# [Input data]
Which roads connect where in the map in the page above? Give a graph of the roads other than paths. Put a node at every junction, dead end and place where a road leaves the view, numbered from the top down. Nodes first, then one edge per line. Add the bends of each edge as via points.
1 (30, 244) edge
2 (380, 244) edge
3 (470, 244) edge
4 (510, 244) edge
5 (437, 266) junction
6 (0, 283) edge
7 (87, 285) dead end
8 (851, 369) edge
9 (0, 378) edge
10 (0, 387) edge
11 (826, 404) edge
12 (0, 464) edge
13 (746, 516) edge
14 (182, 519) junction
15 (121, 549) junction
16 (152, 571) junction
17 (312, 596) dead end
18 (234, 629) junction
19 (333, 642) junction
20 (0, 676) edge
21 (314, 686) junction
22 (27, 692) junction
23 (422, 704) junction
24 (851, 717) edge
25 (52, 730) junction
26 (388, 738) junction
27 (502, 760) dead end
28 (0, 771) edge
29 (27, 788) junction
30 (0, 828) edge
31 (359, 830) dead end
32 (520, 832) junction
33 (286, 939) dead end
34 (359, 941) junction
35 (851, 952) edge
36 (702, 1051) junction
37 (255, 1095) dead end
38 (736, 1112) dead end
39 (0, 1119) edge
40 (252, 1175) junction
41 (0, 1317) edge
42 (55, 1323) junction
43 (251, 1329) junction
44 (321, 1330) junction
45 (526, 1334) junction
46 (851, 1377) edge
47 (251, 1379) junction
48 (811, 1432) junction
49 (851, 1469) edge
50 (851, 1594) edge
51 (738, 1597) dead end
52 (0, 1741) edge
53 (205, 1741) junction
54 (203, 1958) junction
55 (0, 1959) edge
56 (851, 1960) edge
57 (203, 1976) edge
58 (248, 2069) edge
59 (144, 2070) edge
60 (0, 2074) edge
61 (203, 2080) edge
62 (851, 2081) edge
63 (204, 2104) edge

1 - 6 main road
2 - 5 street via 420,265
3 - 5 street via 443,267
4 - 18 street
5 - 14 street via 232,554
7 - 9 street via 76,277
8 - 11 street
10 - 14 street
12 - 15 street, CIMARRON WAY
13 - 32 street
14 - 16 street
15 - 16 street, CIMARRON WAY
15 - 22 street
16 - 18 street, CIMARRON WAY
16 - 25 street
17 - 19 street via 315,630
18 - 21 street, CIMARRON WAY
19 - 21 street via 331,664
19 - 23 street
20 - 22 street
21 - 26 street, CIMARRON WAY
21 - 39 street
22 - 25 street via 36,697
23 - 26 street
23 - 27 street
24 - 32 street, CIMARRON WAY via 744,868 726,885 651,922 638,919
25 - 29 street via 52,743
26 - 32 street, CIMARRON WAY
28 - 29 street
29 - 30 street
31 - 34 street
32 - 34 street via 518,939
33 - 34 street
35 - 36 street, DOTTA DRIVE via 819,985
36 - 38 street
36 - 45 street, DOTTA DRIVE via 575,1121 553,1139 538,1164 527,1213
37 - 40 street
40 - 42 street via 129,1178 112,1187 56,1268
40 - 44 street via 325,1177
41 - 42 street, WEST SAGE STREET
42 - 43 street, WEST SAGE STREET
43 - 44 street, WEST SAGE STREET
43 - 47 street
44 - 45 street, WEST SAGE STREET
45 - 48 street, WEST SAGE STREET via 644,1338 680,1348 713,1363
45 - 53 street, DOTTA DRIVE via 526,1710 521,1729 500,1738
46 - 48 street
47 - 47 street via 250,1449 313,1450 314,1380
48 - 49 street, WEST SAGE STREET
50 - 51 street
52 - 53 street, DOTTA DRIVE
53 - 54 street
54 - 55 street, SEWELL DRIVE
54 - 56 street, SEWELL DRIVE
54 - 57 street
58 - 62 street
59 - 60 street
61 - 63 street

# [Your task]
Return all lines of the material that have "dead" in them.

# [Answer for the task]
Which roads connect where in the map in the page above? Give a graph of the roads other than paths. Put a node at every junction, dead end and place where a road leaves the view, numbered from the top down. Nodes first, then one edge per line. Add the bends of each edge as via points.
7 (87, 285) dead end
17 (312, 596) dead end
27 (502, 760) dead end
31 (359, 830) dead end
33 (286, 939) dead end
37 (255, 1095) dead end
38 (736, 1112) dead end
51 (738, 1597) dead end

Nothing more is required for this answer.